Work request ▸
Among the lines below, copy each one in which "Aberdeen" appears.
----- Data section -----
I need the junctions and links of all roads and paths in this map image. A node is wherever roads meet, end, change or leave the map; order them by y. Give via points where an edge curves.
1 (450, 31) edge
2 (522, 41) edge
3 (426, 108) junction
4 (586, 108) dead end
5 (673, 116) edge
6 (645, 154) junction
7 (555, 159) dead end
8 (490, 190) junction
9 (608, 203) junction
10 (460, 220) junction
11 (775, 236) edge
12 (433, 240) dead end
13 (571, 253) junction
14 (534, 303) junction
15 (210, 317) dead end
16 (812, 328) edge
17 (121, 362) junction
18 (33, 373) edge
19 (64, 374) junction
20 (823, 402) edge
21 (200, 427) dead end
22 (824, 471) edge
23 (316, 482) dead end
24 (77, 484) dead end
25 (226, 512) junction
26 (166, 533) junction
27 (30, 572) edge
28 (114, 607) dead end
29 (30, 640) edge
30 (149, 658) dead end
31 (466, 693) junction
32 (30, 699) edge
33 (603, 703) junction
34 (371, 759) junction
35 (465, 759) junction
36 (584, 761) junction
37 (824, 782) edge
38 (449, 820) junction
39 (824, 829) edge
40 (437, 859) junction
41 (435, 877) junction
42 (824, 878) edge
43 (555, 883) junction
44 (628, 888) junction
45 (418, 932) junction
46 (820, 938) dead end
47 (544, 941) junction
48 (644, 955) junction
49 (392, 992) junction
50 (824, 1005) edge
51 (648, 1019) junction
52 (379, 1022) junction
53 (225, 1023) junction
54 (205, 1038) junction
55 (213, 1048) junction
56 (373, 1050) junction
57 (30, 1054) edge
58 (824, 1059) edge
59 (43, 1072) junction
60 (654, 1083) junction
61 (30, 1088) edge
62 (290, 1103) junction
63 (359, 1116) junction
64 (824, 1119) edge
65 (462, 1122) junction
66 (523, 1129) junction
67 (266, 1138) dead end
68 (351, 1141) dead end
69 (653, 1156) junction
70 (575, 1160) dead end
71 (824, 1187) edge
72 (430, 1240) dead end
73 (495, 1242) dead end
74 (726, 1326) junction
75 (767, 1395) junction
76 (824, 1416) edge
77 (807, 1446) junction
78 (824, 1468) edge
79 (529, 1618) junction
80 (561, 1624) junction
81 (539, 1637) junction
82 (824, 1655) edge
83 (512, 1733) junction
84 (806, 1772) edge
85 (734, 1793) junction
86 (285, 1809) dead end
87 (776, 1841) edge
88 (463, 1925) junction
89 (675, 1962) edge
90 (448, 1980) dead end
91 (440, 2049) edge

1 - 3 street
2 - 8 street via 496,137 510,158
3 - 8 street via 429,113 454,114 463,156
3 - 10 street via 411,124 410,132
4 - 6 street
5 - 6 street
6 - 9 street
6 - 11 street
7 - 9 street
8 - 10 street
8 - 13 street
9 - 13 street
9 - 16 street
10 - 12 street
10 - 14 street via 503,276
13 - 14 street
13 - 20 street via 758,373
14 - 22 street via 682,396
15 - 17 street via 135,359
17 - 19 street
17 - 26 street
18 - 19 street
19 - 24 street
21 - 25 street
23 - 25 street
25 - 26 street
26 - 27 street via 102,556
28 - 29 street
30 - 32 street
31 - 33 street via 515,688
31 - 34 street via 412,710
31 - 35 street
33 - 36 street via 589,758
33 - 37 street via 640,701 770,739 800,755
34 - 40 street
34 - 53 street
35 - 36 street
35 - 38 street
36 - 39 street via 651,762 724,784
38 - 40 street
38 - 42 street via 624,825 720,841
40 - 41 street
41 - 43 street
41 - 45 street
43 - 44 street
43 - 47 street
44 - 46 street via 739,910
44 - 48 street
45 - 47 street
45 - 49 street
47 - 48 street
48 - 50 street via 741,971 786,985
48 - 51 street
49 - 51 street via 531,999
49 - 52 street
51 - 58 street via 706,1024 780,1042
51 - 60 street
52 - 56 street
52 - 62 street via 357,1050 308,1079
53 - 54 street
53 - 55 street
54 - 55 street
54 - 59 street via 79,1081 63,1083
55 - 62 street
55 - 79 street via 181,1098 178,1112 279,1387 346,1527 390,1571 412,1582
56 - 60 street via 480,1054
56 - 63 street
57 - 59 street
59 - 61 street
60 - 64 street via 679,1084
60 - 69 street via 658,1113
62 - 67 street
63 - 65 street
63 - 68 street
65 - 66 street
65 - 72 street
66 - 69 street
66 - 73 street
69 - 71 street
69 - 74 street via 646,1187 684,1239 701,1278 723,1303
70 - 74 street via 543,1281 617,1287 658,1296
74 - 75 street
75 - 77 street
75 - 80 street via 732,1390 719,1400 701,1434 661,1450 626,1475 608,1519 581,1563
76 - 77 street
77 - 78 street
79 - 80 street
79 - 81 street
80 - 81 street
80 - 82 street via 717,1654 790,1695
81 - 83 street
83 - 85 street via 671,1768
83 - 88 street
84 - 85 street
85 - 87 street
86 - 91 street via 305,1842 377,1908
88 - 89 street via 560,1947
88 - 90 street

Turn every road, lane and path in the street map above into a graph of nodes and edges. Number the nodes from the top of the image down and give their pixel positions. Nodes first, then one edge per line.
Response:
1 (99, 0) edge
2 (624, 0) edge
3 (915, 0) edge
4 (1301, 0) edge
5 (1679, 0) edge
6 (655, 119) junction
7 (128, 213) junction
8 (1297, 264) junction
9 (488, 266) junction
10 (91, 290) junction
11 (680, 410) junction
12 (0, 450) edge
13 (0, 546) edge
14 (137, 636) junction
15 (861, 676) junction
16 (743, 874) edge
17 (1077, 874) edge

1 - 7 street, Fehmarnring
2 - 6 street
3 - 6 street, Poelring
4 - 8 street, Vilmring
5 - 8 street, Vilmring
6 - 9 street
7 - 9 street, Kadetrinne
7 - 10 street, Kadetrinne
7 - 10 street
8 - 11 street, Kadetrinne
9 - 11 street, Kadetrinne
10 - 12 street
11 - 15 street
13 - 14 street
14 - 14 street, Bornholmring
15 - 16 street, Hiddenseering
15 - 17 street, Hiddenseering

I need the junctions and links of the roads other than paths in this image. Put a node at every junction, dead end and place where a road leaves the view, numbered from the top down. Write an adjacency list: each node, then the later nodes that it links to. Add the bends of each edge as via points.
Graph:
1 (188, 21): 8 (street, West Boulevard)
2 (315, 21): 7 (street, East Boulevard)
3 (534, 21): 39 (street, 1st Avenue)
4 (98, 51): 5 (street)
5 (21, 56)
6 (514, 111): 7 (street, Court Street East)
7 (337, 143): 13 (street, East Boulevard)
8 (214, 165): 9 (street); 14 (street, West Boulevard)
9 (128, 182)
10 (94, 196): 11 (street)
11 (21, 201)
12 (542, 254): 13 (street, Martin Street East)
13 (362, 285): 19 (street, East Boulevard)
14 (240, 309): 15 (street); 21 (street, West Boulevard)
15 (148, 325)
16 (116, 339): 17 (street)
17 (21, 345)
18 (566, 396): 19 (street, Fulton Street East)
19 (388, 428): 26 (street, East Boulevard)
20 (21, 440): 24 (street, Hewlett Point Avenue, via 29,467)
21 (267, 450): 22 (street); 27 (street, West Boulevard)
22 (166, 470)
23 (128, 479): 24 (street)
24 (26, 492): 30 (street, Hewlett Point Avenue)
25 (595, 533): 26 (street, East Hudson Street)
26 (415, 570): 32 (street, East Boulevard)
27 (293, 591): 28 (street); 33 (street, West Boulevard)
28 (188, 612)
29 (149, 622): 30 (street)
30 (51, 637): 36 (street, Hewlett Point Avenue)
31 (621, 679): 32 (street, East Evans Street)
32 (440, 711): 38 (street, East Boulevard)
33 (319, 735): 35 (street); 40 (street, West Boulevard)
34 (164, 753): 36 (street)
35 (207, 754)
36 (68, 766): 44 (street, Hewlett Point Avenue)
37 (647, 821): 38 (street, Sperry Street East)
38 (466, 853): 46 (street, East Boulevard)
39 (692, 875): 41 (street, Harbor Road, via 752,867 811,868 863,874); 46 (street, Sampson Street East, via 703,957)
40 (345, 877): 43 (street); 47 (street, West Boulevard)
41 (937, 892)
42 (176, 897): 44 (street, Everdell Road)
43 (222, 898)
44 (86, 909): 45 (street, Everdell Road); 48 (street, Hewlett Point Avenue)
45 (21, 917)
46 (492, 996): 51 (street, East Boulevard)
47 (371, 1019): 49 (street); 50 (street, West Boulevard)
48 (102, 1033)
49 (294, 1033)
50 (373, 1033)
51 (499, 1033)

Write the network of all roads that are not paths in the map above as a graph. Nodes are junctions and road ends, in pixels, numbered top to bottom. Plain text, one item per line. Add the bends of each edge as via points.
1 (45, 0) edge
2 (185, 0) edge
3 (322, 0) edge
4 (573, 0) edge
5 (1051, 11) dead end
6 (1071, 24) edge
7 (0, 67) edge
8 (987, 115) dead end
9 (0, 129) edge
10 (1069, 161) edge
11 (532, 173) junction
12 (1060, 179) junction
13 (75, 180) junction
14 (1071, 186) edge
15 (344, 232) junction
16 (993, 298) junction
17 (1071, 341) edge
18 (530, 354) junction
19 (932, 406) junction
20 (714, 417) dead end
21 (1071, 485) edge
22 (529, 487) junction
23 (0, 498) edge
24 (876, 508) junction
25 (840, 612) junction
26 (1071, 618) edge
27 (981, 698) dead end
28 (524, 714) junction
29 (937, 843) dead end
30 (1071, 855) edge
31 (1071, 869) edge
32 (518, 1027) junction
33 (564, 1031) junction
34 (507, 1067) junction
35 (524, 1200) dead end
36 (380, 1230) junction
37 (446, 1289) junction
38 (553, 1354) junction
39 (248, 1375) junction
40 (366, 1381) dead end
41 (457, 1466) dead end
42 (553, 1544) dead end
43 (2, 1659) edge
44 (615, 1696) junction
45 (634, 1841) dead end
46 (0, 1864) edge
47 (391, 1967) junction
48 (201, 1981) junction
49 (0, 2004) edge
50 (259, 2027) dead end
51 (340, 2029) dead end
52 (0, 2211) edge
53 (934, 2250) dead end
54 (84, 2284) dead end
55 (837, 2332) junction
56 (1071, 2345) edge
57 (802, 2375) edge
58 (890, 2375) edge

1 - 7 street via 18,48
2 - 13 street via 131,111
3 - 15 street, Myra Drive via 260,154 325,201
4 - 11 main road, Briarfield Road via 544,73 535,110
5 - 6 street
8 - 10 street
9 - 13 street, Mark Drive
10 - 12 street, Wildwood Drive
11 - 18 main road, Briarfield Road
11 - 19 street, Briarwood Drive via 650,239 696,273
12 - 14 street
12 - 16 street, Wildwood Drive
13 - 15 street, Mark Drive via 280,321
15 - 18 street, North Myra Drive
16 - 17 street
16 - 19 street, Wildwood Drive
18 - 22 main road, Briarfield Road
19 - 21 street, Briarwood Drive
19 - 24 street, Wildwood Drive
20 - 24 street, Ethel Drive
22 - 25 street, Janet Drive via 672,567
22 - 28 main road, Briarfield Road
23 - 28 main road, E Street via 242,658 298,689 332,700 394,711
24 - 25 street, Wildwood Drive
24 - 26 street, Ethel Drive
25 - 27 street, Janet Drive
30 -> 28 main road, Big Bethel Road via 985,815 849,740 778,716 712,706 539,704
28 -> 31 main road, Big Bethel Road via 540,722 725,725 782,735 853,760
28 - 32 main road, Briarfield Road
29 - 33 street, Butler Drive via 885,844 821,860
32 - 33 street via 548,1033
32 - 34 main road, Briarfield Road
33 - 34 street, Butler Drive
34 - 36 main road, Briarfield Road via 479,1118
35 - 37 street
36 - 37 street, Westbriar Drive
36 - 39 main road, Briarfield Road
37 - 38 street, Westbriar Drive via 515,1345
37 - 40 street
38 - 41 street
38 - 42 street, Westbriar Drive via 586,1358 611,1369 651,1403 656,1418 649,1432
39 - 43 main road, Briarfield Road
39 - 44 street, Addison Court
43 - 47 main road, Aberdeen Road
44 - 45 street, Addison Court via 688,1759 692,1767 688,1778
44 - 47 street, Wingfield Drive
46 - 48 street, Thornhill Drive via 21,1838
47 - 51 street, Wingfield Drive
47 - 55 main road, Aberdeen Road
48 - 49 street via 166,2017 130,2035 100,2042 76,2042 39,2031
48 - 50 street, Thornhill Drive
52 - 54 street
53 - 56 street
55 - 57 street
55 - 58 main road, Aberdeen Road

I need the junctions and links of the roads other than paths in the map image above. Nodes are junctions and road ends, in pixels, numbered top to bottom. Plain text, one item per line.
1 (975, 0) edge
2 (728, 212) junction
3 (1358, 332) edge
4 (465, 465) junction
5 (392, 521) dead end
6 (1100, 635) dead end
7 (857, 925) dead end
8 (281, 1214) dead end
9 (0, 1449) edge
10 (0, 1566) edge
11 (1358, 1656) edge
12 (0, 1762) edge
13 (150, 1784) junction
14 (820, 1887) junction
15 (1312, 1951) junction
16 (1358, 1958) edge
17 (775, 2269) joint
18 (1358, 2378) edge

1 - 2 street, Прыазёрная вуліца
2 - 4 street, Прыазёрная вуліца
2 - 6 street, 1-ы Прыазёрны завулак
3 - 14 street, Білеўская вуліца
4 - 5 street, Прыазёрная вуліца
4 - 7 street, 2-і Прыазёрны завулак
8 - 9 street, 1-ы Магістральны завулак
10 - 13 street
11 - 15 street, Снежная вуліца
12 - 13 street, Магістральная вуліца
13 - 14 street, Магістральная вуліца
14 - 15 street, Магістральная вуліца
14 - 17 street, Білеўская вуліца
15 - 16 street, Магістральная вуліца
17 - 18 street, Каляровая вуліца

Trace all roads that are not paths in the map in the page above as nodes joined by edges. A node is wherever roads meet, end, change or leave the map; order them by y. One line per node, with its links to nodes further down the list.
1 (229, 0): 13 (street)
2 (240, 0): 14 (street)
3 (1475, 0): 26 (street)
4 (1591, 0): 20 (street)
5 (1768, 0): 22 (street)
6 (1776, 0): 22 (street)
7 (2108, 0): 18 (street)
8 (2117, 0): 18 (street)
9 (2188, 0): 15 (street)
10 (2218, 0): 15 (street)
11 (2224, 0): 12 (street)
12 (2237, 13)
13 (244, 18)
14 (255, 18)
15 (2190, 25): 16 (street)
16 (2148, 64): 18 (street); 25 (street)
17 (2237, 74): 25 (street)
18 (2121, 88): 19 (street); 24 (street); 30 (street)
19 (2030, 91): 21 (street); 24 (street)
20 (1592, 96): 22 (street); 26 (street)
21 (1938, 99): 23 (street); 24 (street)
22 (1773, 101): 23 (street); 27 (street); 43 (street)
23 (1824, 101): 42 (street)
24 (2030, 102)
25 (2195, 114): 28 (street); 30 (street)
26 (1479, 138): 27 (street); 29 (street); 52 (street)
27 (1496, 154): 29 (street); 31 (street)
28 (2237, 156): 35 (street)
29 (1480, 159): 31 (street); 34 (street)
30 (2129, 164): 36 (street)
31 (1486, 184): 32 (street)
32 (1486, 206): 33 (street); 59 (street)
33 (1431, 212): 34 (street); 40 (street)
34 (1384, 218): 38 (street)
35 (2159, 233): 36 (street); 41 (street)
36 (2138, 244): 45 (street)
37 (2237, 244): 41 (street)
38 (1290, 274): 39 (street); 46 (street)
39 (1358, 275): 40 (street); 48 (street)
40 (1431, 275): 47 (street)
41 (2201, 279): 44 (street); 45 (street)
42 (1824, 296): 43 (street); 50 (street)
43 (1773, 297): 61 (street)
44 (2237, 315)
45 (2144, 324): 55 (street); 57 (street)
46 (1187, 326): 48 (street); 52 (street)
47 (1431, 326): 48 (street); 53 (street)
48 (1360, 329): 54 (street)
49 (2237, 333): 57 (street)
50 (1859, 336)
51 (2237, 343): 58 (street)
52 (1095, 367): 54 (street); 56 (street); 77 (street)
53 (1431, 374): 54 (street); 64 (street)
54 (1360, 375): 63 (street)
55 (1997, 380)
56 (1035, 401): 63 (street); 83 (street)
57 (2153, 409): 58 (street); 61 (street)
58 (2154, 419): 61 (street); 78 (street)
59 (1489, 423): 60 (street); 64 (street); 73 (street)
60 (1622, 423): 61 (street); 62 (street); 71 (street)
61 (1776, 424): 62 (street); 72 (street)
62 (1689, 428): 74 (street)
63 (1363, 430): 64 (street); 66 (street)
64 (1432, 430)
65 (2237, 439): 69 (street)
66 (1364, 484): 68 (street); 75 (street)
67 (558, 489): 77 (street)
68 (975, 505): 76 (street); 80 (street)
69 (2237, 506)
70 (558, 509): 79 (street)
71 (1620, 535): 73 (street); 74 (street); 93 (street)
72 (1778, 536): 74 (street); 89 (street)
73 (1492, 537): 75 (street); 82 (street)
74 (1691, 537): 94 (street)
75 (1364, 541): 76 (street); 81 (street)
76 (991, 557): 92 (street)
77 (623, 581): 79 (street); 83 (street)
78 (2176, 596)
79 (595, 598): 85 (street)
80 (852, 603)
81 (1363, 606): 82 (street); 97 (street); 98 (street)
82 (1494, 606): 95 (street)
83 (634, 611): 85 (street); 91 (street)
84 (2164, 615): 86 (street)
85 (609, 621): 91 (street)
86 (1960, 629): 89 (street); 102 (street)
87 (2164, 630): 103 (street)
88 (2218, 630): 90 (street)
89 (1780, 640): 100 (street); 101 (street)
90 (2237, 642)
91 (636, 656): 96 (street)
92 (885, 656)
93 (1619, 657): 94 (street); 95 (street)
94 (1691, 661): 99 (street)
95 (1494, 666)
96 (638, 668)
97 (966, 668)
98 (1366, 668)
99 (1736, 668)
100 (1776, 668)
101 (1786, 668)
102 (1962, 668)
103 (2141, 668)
-----
Exercise answer ▸
43 - 47 main road, Aberdeen Road
47 - 55 main road, Aberdeen Road
55 - 58 main road, Aberdeen Road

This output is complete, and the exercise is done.